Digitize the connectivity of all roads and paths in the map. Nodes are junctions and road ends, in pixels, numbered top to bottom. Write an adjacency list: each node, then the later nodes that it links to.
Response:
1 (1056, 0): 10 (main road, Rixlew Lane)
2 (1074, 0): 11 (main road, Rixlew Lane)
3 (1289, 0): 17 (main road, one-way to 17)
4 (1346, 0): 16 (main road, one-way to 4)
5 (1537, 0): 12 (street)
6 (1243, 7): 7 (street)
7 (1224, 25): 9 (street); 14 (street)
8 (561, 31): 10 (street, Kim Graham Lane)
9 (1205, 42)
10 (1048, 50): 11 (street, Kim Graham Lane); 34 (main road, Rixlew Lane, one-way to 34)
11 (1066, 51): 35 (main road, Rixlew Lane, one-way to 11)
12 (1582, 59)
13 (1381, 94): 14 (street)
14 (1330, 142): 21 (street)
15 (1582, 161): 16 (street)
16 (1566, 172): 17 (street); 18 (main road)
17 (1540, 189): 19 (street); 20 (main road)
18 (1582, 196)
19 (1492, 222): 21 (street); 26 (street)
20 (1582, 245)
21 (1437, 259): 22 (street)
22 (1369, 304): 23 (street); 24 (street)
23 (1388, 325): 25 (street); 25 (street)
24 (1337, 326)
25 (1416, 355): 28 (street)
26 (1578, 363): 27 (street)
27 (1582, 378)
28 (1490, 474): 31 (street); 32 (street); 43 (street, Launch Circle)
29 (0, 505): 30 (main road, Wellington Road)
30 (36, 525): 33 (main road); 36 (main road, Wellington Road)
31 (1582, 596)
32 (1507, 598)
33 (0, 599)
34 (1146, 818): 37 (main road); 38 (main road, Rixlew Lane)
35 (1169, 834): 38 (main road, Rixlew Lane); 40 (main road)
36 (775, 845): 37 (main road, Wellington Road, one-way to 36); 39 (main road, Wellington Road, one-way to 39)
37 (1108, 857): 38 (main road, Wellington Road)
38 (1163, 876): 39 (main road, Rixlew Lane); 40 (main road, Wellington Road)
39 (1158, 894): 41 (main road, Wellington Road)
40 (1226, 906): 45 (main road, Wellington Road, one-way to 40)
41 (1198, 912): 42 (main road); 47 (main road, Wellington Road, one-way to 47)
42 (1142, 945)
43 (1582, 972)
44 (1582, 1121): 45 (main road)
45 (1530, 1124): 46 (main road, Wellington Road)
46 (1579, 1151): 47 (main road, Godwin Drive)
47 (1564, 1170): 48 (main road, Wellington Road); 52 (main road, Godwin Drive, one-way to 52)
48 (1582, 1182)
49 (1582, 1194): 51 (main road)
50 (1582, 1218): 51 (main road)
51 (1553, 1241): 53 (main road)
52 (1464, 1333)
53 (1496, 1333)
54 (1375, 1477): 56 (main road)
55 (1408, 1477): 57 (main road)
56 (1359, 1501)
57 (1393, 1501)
************
- [REQUIRED ACTION]
List every line from the entries above in which "Wellington" appears.

- [EXERCISE SOLUTION]
29 (0, 505): 30 (main road, Wellington Road)
30 (36, 525): 33 (main road); 36 (main road, Wellington Road)
36 (775, 845): 37 (main road, Wellington Road, one-way to 36); 39 (main road, Wellington Road, one-way to 39)
37 (1108, 857): 38 (main road, Wellington Road)
38 (1163, 876): 39 (main road, Rixlew Lane); 40 (main road, Wellington Road)
39 (1158, 894): 41 (main road, Wellington Road)
40 (1226, 906): 45 (main road, Wellington Road, one-way to 40)
41 (1198, 912): 42 (main road); 47 (main road, Wellington Road, one-way to 47)
45 (1530, 1124): 46 (main road, Wellington Road)
47 (1564, 1170): 48 (main road, Wellington Road); 52 (main road, Godwin Drive, one-way to 52)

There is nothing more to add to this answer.